== Segment start ==

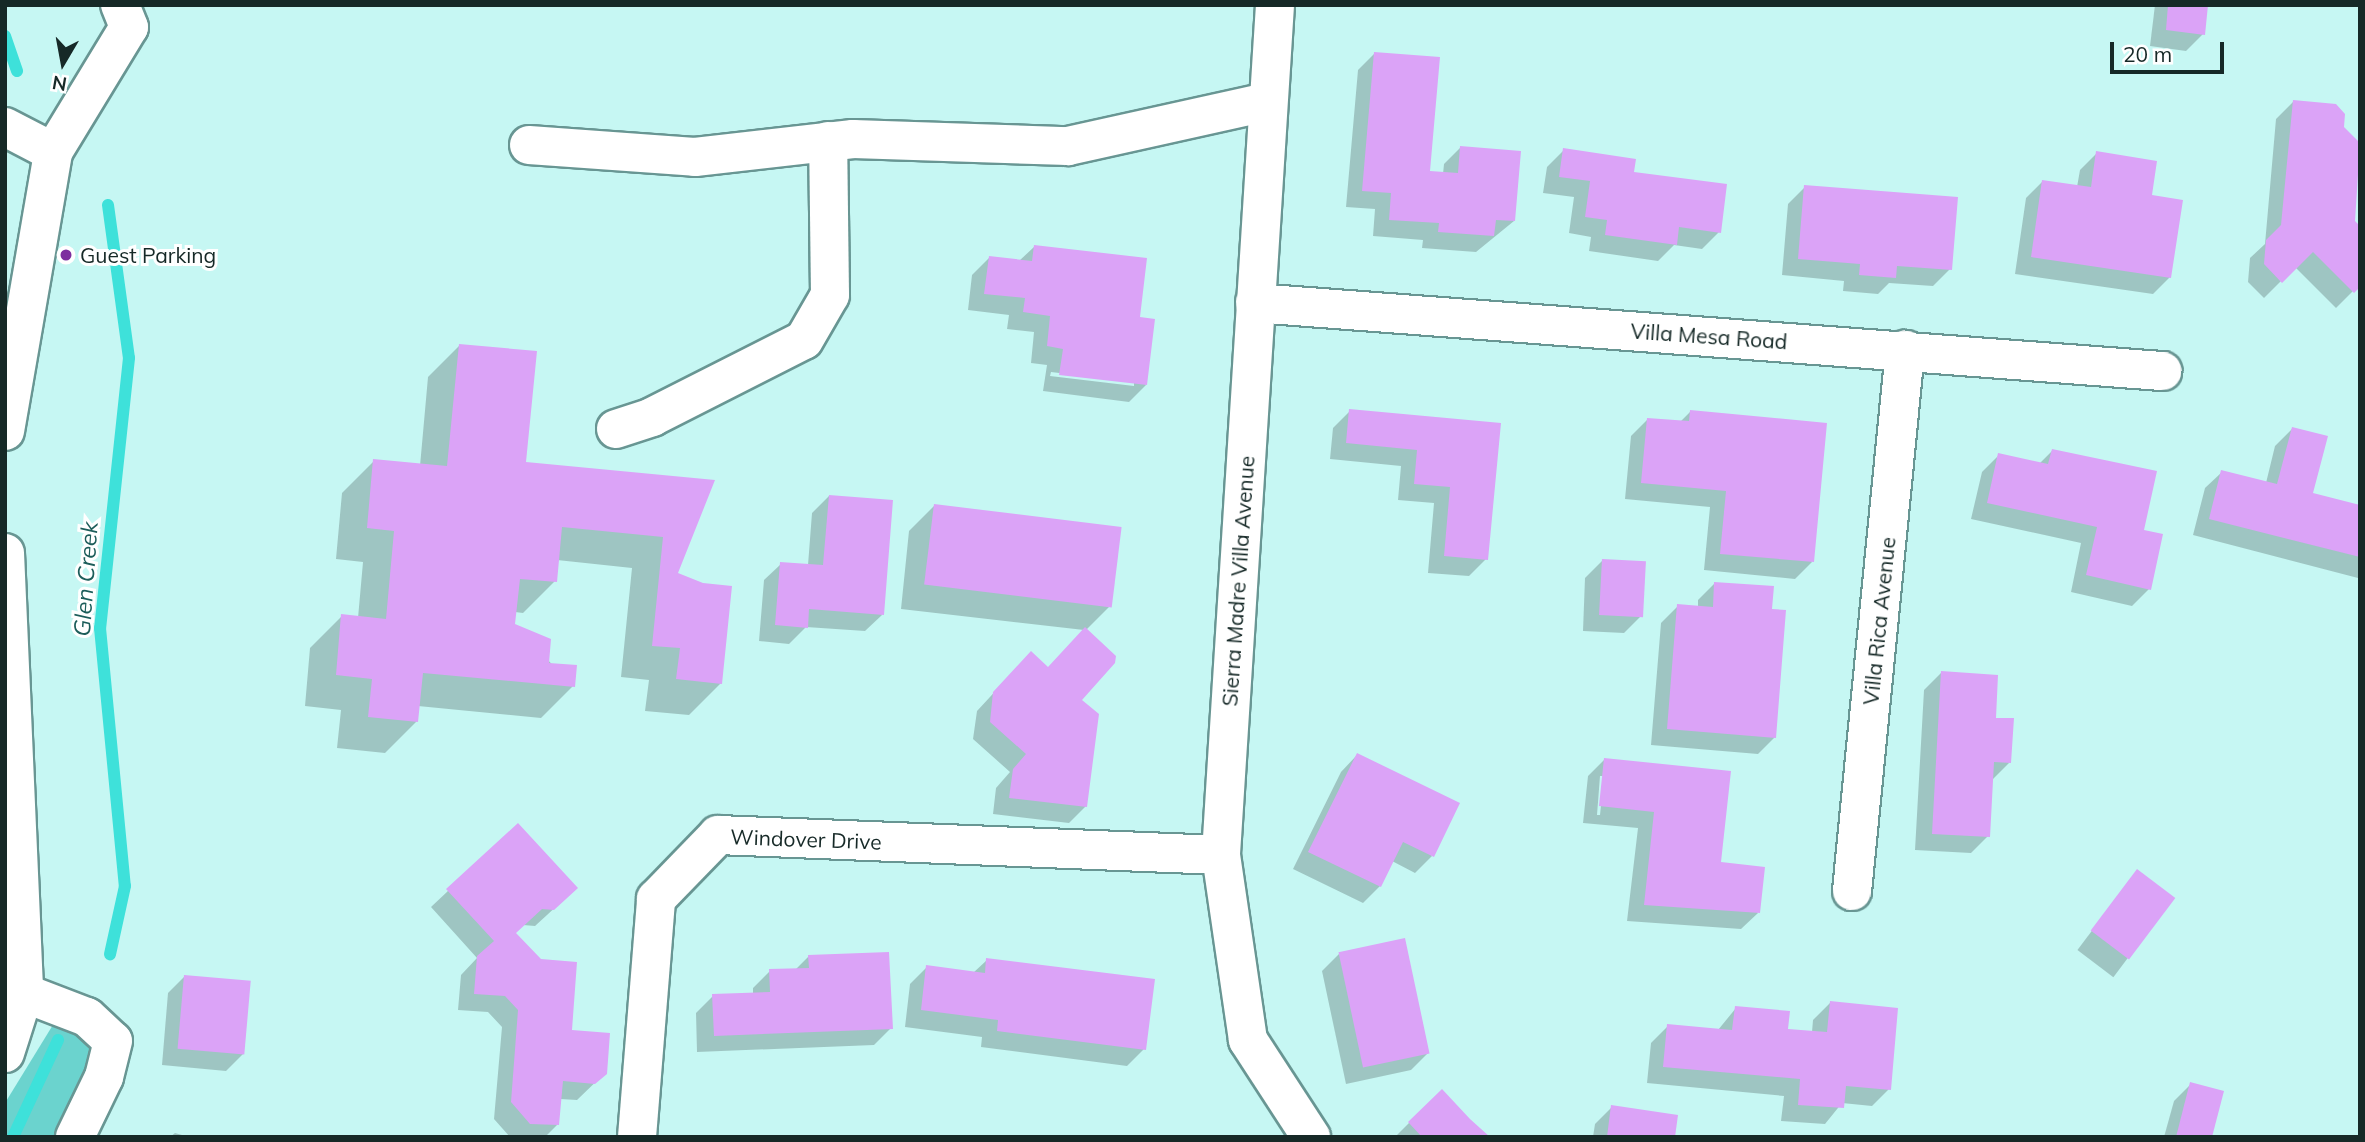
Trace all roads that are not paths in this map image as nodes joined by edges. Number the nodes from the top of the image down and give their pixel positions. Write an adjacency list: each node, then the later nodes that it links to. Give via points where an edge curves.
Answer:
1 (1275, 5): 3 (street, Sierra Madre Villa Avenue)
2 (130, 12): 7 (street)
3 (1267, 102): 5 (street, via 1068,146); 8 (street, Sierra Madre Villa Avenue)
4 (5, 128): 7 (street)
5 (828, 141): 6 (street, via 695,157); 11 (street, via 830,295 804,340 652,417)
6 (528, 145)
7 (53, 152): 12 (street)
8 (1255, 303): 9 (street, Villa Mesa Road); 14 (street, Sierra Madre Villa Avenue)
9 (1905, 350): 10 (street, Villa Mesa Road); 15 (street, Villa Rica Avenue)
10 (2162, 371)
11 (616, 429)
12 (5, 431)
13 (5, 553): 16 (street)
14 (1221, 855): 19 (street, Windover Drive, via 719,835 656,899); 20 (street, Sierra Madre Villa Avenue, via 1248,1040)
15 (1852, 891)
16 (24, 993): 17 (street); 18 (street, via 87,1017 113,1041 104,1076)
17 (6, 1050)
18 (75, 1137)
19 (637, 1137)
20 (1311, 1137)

== Segment end ==

REQUIRED WORK ▸ Exclude the pictures and print the rest of the data exactly.

RESPONSE BOX ▸
Trace all roads that are not paths in this map image as nodes joined by edges. Number the nodes from the top of the image down and give their pixel positions. Write an adjacency list: each node, then the later nodes that it links to. Give via points where an edge curves.
Answer:
1 (1275, 5): 3 (street, Sierra Madre Villa Avenue)
2 (130, 12): 7 (street)
3 (1267, 102): 5 (street, via 1068,146); 8 (street, Sierra Madre Villa Avenue)
4 (5, 128): 7 (street)
5 (828, 141): 6 (street, via 695,157); 11 (street, via 830,295 804,340 652,417)
6 (528, 145)
7 (53, 152): 12 (street)
8 (1255, 303): 9 (street, Villa Mesa Road); 14 (street, Sierra Madre Villa Avenue)
9 (1905, 350): 10 (street, Villa Mesa Road); 15 (street, Villa Rica Avenue)
10 (2162, 371)
11 (616, 429)
12 (5, 431)
13 (5, 553): 16 (street)
14 (1221, 855): 19 (street, Windover Drive, via 719,835 656,899); 20 (street, Sierra Madre Villa Avenue, via 1248,1040)
15 (1852, 891)
16 (24, 993): 17 (street); 18 (street, via 87,1017 113,1041 104,1076)
17 (6, 1050)
18 (75, 1137)
19 (637, 1137)
20 (1311, 1137)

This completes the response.